* **ACTIVITY**: Scan the entries for lines with "Hurst" and say how many there are, with nothing more.

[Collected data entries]

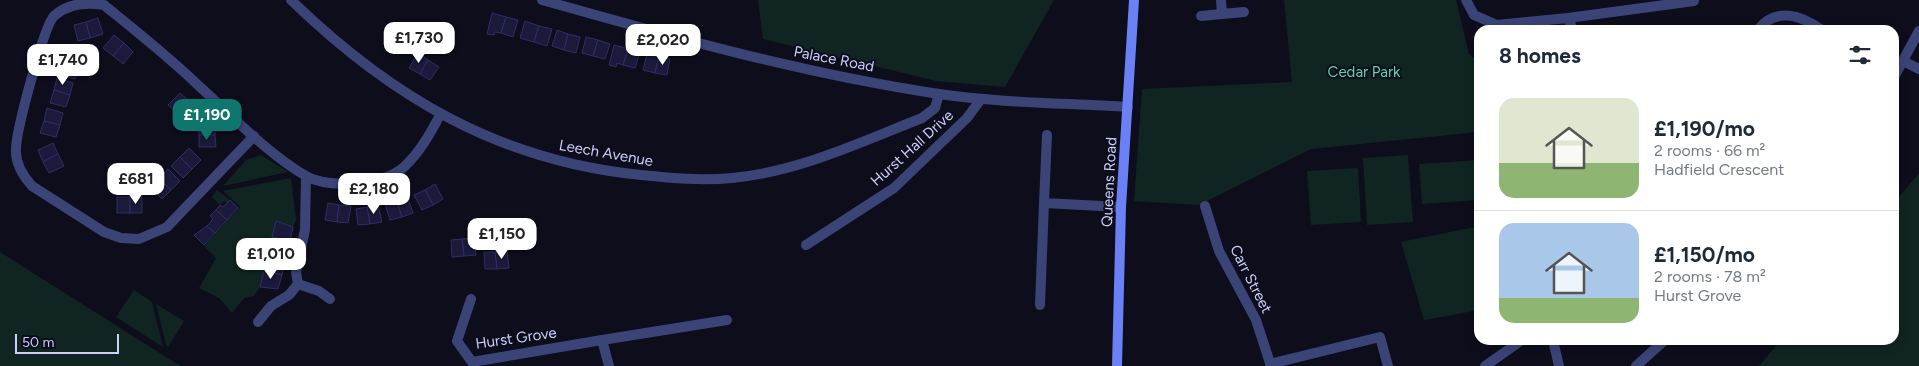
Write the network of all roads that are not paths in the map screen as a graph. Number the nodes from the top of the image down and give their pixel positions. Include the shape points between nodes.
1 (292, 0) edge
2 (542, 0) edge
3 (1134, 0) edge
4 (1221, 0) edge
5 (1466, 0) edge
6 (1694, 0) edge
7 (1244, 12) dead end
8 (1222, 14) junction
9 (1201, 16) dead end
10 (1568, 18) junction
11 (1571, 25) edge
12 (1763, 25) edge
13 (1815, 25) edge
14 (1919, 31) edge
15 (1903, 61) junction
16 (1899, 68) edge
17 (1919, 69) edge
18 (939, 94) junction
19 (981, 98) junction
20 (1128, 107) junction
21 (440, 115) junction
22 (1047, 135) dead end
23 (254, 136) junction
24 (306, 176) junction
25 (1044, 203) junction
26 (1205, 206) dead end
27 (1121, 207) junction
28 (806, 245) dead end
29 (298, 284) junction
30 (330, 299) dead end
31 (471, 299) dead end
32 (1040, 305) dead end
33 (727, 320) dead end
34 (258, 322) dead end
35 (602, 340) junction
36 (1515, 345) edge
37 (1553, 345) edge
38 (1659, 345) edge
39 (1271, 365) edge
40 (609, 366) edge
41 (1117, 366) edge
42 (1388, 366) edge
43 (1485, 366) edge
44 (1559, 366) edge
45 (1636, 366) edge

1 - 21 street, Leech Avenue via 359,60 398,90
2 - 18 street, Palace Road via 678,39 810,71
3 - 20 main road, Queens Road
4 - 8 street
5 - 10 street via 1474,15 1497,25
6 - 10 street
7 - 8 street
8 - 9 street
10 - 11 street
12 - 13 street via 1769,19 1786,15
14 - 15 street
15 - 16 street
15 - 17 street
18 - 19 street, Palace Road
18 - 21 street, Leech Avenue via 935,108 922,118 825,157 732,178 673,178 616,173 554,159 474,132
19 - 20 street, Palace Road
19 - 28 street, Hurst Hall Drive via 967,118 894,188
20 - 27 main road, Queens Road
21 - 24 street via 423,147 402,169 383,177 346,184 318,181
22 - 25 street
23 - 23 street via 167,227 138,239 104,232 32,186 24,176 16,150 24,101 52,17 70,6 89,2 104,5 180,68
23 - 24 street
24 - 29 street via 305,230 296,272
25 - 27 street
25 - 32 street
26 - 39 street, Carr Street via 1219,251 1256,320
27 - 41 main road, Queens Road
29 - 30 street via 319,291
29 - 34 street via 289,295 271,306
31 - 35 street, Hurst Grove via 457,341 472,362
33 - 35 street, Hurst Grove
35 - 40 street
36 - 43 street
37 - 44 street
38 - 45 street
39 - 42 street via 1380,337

* **TASK OUTPUT**: 3